Our school uniform is very boring - a plain white polo shirt and navy bottoms. At least in winter, you can style it a little. Today, I chose to wear a skirt, with dark stockings underneath. I have a navy coat draped around my body and a black scarf, which hugs my neck, keeping me toasty warm.

The only sounds around me are my vans hitting the concrete floor as I briskly walk towards the counsellor's office.

EDIT: People keep commenting that this is impossible (having a guidance counsellor see everyone) but as usual, I'm basing this off a real event in my life. My year group had 30 people in it, so it was very possible for that to happen. Everything I write is always based around my world so that's what I go off.

Due to a new suicide prevention regime, it is compulsory for each student to see one of the counsellors that the government employed at the school, at least once a week. I already was meant to have counselling, after what happened eighteen months ago, so it isn't a big deal for me.

Dr Byrnes is extremely nice. She's young - only 24. As she had been counselling me ever since that night, we had become friends. We meet up professionally, but it feels like I am confiding in a friend, not a trained counsellor. It makes things easier.

Opening the door and pushing on it with my hip, I enter her office.

"Bless you and your beautiful soul," Ashley greets me, standing, taking the coffee from my left hand.

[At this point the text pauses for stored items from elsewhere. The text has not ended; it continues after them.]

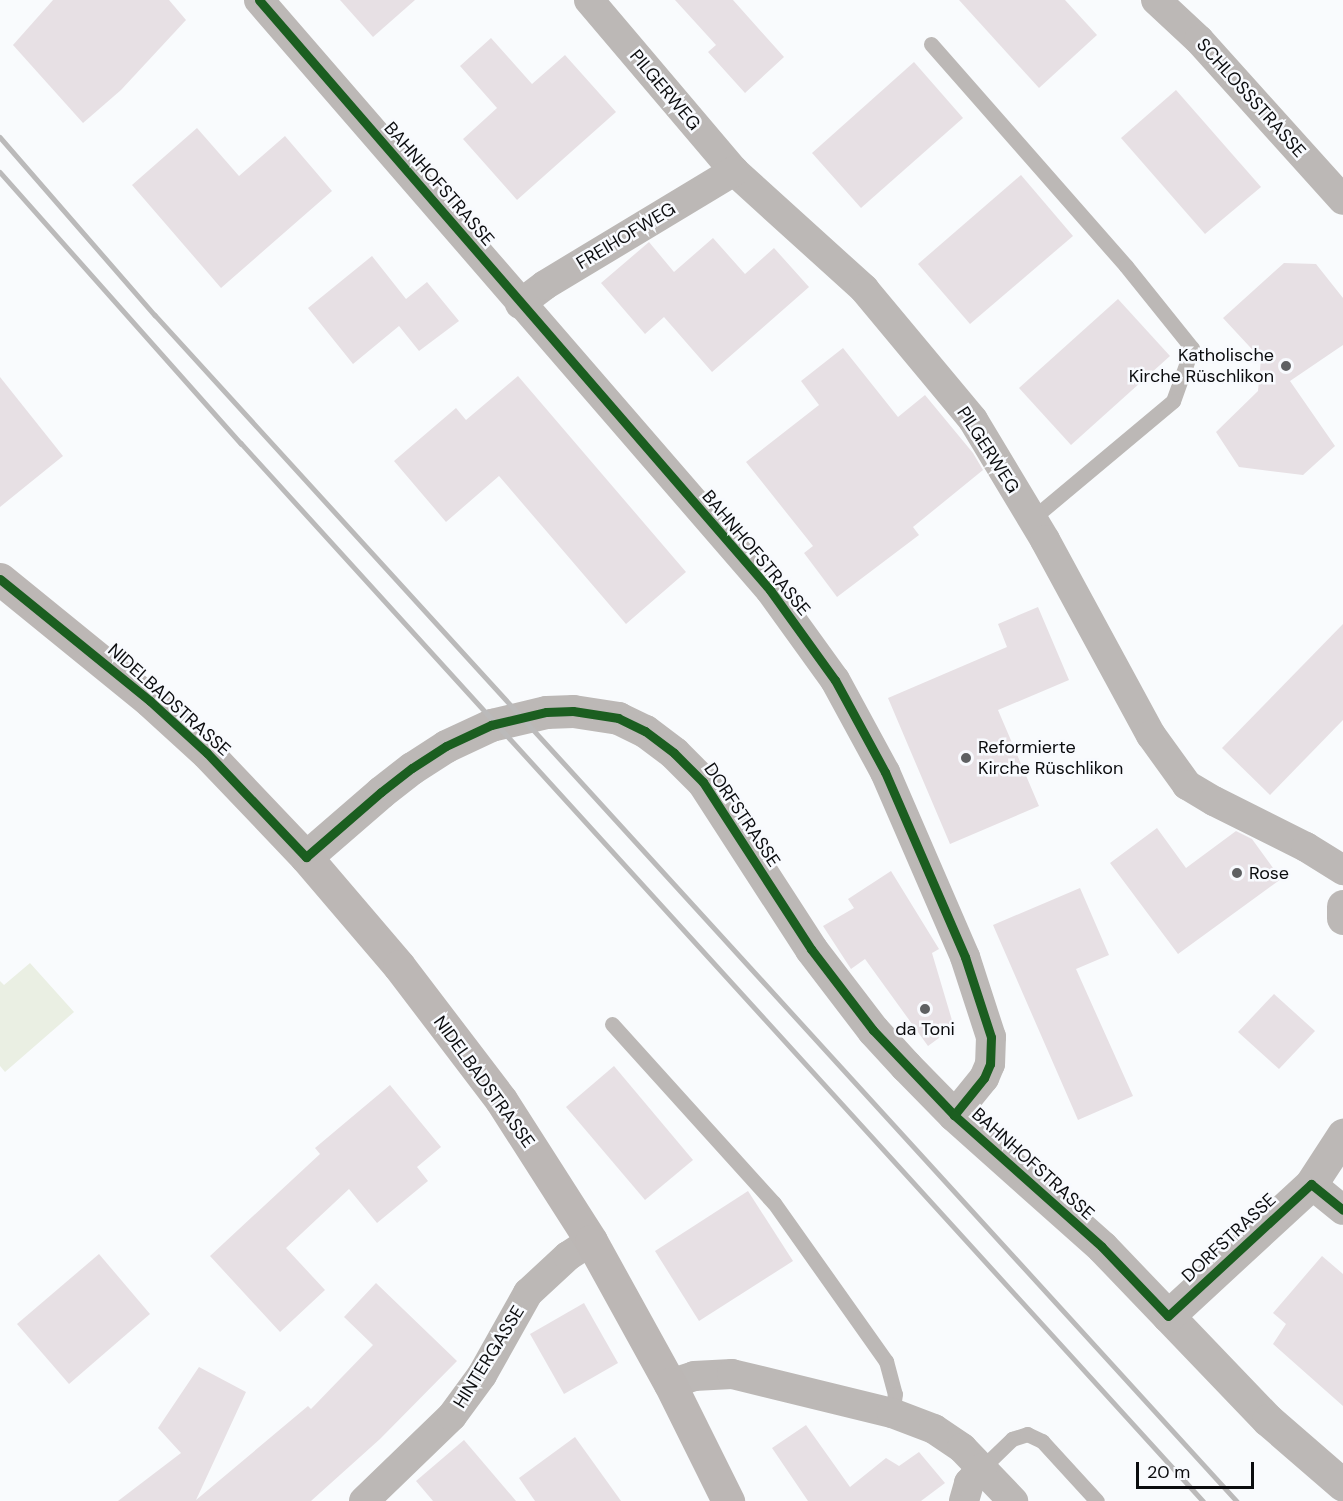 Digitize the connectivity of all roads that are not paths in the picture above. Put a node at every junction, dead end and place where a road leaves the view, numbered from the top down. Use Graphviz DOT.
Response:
graph roads {
  1 [pos="259,0"];
  2 [pos="589,0"];
  3 [pos="1156,0"];
  4 [pos="931,44"];
  5 [pos="734,171"];
  6 [pos="1343,200"];
  7 [pos="520,304"];
  8 [pos="1032,519"];
  9 [pos="0,579"];
  10 [pos="306,857"];
  11 [pos="1343,870"];
  12 [pos="1343,906"];
  13 [pos="1343,918"];
  14 [pos="612,1024"];
  15 [pos="954,1115"];
  16 [pos="1343,1135"];
  17 [pos="1311,1184"];
  18 [pos="1343,1210"];
  19 [pos="591,1240"];
  20 [pos="1168,1316"];
  21 [pos="670,1384"];
  22 [pos="892,1413"];
  23 [pos="982,1468"];
  24 [pos="1343,1485"];
  25 [pos="364,1501"];
  26 [pos="728,1501"];
  27 [pos="964,1501"];
  28 [pos="1012,1501"];
  29 [pos="1096,1501"];
  1 -- 7 [label="street, BAHNHOFSTRASSE"];
  2 -- 5 [label="street, PILGERWEG"];
  3 -- 6 [label="street, SCHLOSSSTRASSE"];
  4 -- 8 [label="lane"];
  5 -- 7 [label="street, FREIHOFWEG"];
  5 -- 8 [label="street, PILGERWEG"];
  7 -- 15 [label="street, BAHNHOFSTRASSE"];
  8 -- 11 [label="street, PILGERWEG"];
  9 -- 10 [label="main road, NIDELBADSTRASSE"];
  10 -- 15 [label="street, DORFSTRASSE"];
  10 -- 19 [label="main road, NIDELBADSTRASSE"];
  12 -- 13 [label="street"];
  14 -- 22 [label="lane"];
  15 -- 20 [label="street, BAHNHOFSTRASSE"];
  16 -- 17 [label="street, DORFSTRASSE"];
  17 -- 18 [label="street"];
  17 -- 20 [label="street, DORFSTRASSE"];
  19 -- 21 [label="main road, NIDELBADSTRASSE"];
  19 -- 25 [label="street, HINTERGASSE"];
  20 -- 24 [label="street, BAHNHOFSTRASSE"];
  21 -- 22 [label="street"];
  21 -- 26 [label="main road, NIDELBADSTRASSE"];
  22 -- 23 [label="street"];
  23 -- 27 [label="street"];
  23 -- 28 [label="street"];
  23 -- 29 [label="lane"];
}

"You're welcome," I reply, sitting down into the leather chair, holding my own cup of coffee close to my chest. "It's freezing this morning."

"Isn't it?" she agrees.

She fiddles with the air conditioning remote and soon heat is blasting out. I unwrap my scarf, laying it neatly beside me.

"So, how are you, Miss Collins?"

"I am good - great, actually," I tell her. "Mum is going well at work, Finn's grades are back up. Things are working out."

"All I'm hearing is that your family is going well," Ashley replies, going straight to the point. "What about you? What's your positive change?"